> Supplied entries
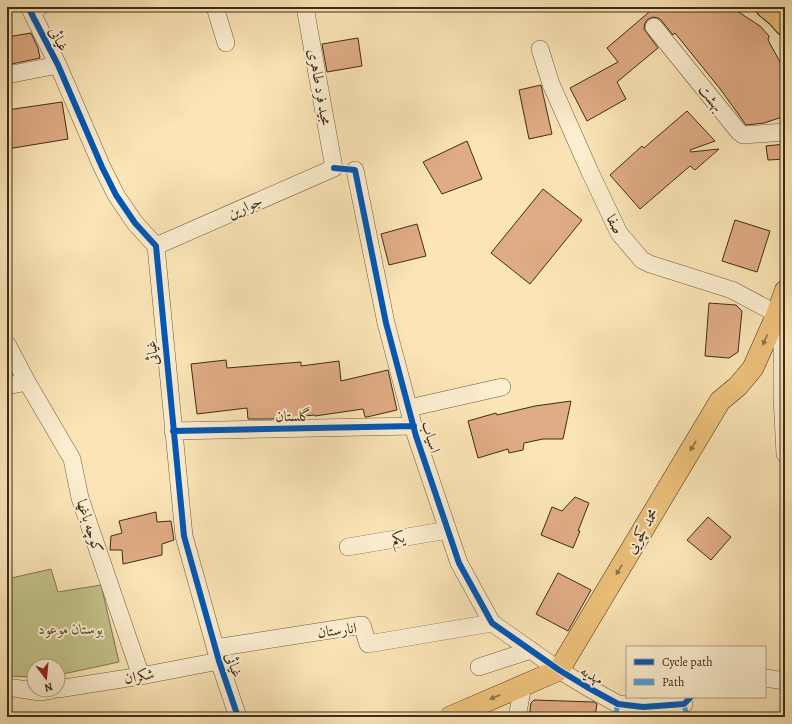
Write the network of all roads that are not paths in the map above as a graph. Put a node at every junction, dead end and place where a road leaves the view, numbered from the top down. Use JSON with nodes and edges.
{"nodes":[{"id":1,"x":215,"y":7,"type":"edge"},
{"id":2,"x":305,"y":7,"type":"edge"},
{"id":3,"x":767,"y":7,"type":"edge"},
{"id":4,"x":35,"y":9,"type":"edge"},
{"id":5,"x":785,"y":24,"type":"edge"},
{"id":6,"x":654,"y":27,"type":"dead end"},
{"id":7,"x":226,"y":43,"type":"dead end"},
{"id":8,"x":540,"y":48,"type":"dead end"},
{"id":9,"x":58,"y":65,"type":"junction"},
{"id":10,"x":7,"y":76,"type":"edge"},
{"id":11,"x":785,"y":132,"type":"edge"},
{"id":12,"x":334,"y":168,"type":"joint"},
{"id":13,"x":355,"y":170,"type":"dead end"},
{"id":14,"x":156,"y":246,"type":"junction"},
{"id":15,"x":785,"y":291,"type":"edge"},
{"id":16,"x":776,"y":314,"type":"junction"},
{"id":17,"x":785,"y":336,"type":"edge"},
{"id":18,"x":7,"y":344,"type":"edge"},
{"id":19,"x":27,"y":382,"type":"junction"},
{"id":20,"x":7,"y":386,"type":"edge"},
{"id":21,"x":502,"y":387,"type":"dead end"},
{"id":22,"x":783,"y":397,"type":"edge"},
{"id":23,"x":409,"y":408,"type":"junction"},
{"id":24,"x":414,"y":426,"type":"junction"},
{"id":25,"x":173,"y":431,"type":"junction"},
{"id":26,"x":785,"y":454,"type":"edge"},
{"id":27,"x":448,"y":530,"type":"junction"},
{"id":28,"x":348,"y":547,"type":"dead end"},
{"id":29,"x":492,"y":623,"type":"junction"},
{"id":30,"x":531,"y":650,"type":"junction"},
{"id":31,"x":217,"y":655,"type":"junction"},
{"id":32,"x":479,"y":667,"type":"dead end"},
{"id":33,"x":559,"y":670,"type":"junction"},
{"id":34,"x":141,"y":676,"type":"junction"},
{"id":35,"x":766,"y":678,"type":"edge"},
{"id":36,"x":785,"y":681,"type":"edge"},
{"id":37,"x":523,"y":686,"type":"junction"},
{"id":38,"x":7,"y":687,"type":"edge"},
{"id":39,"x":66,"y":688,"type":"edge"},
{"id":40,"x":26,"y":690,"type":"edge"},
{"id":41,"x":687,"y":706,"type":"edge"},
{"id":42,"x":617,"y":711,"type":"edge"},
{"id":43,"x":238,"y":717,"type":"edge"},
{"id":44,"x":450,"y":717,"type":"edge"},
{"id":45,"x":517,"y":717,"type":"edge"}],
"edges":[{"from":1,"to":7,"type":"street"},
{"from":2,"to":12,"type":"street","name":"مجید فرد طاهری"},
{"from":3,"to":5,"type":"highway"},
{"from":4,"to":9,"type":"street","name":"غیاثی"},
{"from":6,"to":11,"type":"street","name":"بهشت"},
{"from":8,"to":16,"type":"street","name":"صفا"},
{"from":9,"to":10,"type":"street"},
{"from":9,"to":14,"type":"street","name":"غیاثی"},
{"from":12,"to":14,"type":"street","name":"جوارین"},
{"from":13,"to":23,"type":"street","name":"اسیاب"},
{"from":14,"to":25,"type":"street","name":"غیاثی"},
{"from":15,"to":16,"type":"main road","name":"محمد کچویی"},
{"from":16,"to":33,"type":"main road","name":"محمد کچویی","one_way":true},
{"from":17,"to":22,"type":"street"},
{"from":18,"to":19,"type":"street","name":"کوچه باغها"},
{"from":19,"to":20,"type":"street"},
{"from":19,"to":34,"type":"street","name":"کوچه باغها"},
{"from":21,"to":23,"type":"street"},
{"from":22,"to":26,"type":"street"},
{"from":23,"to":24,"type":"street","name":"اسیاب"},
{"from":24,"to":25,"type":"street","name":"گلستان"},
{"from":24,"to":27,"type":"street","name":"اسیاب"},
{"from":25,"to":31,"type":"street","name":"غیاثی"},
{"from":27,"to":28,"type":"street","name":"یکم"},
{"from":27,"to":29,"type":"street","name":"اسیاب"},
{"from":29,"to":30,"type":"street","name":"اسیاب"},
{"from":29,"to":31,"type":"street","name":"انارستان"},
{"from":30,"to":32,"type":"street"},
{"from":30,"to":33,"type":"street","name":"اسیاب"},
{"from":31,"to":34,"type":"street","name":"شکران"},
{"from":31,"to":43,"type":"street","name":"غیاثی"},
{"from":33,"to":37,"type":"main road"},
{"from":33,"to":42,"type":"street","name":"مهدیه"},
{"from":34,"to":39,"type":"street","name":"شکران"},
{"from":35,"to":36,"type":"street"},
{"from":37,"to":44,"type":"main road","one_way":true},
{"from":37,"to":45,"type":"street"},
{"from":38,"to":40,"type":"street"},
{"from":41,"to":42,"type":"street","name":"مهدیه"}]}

> Exercise prompt
Copy out all of the listing word for word, but skip the images.

> Answer to the problem
Write the network of all roads that are not paths in the map above as a graph. Put a node at every junction, dead end and place where a road leaves the view, numbered from the top down. Use JSON with nodes and edges.
{"nodes":[{"id":1,"x":215,"y":7,"type":"edge"},
{"id":2,"x":305,"y":7,"type":"edge"},
{"id":3,"x":767,"y":7,"type":"edge"},
{"id":4,"x":35,"y":9,"type":"edge"},
{"id":5,"x":785,"y":24,"type":"edge"},
{"id":6,"x":654,"y":27,"type":"dead end"},
{"id":7,"x":226,"y":43,"type":"dead end"},
{"id":8,"x":540,"y":48,"type":"dead end"},
{"id":9,"x":58,"y":65,"type":"junction"},
{"id":10,"x":7,"y":76,"type":"edge"},
{"id":11,"x":785,"y":132,"type":"edge"},
{"id":12,"x":334,"y":168,"type":"joint"},
{"id":13,"x":355,"y":170,"type":"dead end"},
{"id":14,"x":156,"y":246,"type":"junction"},
{"id":15,"x":785,"y":291,"type":"edge"},
{"id":16,"x":776,"y":314,"type":"junction"},
{"id":17,"x":785,"y":336,"type":"edge"},
{"id":18,"x":7,"y":344,"type":"edge"},
{"id":19,"x":27,"y":382,"type":"junction"},
{"id":20,"x":7,"y":386,"type":"edge"},
{"id":21,"x":502,"y":387,"type":"dead end"},
{"id":22,"x":783,"y":397,"type":"edge"},
{"id":23,"x":409,"y":408,"type":"junction"},
{"id":24,"x":414,"y":426,"type":"junction"},
{"id":25,"x":173,"y":431,"type":"junction"},
{"id":26,"x":785,"y":454,"type":"edge"},
{"id":27,"x":448,"y":530,"type":"junction"},
{"id":28,"x":348,"y":547,"type":"dead end"},
{"id":29,"x":492,"y":623,"type":"junction"},
{"id":30,"x":531,"y":650,"type":"junction"},
{"id":31,"x":217,"y":655,"type":"junction"},
{"id":32,"x":479,"y":667,"type":"dead end"},
{"id":33,"x":559,"y":670,"type":"junction"},
{"id":34,"x":141,"y":676,"type":"junction"},
{"id":35,"x":766,"y":678,"type":"edge"},
{"id":36,"x":785,"y":681,"type":"edge"},
{"id":37,"x":523,"y":686,"type":"junction"},
{"id":38,"x":7,"y":687,"type":"edge"},
{"id":39,"x":66,"y":688,"type":"edge"},
{"id":40,"x":26,"y":690,"type":"edge"},
{"id":41,"x":687,"y":706,"type":"edge"},
{"id":42,"x":617,"y":711,"type":"edge"},
{"id":43,"x":238,"y":717,"type":"edge"},
{"id":44,"x":450,"y":717,"type":"edge"},
{"id":45,"x":517,"y":717,"type":"edge"}],
"edges":[{"from":1,"to":7,"type":"street"},
{"from":2,"to":12,"type":"street","name":"مجید فرد طاهری"},
{"from":3,"to":5,"type":"highway"},
{"from":4,"to":9,"type":"street","name":"غیاثی"},
{"from":6,"to":11,"type":"street","name":"بهشت"},
{"from":8,"to":16,"type":"street","name":"صفا"},
{"from":9,"to":10,"type":"street"},
{"from":9,"to":14,"type":"street","name":"غیاثی"},
{"from":12,"to":14,"type":"street","name":"جوارین"},
{"from":13,"to":23,"type":"street","name":"اسیاب"},
{"from":14,"to":25,"type":"street","name":"غیاثی"},
{"from":15,"to":16,"type":"main road","name":"محمد کچویی"},
{"from":16,"to":33,"type":"main road","name":"محمد کچویی","one_way":true},
{"from":17,"to":22,"type":"street"},
{"from":18,"to":19,"type":"street","name":"کوچه باغها"},
{"from":19,"to":20,"type":"street"},
{"from":19,"to":34,"type":"street","name":"کوچه باغها"},
{"from":21,"to":23,"type":"street"},
{"from":22,"to":26,"type":"street"},
{"from":23,"to":24,"type":"street","name":"اسیاب"},
{"from":24,"to":25,"type":"street","name":"گلستان"},
{"from":24,"to":27,"type":"street","name":"اسیاب"},
{"from":25,"to":31,"type":"street","name":"غیاثی"},
{"from":27,"to":28,"type":"street","name":"یکم"},
{"from":27,"to":29,"type":"street","name":"اسیاب"},
{"from":29,"to":30,"type":"street","name":"اسیاب"},
{"from":29,"to":31,"type":"street","name":"انارستان"},
{"from":30,"to":32,"type":"street"},
{"from":30,"to":33,"type":"street","name":"اسیاب"},
{"from":31,"to":34,"type":"street","name":"شکران"},
{"from":31,"to":43,"type":"street","name":"غیاثی"},
{"from":33,"to":37,"type":"main road"},
{"from":33,"to":42,"type":"street","name":"مهدیه"},
{"from":34,"to":39,"type":"street","name":"شکران"},
{"from":35,"to":36,"type":"street"},
{"from":37,"to":44,"type":"main road","one_way":true},
{"from":37,"to":45,"type":"street"},
{"from":38,"to":40,"type":"street"},
{"from":41,"to":42,"type":"street","name":"مهدیه"}]}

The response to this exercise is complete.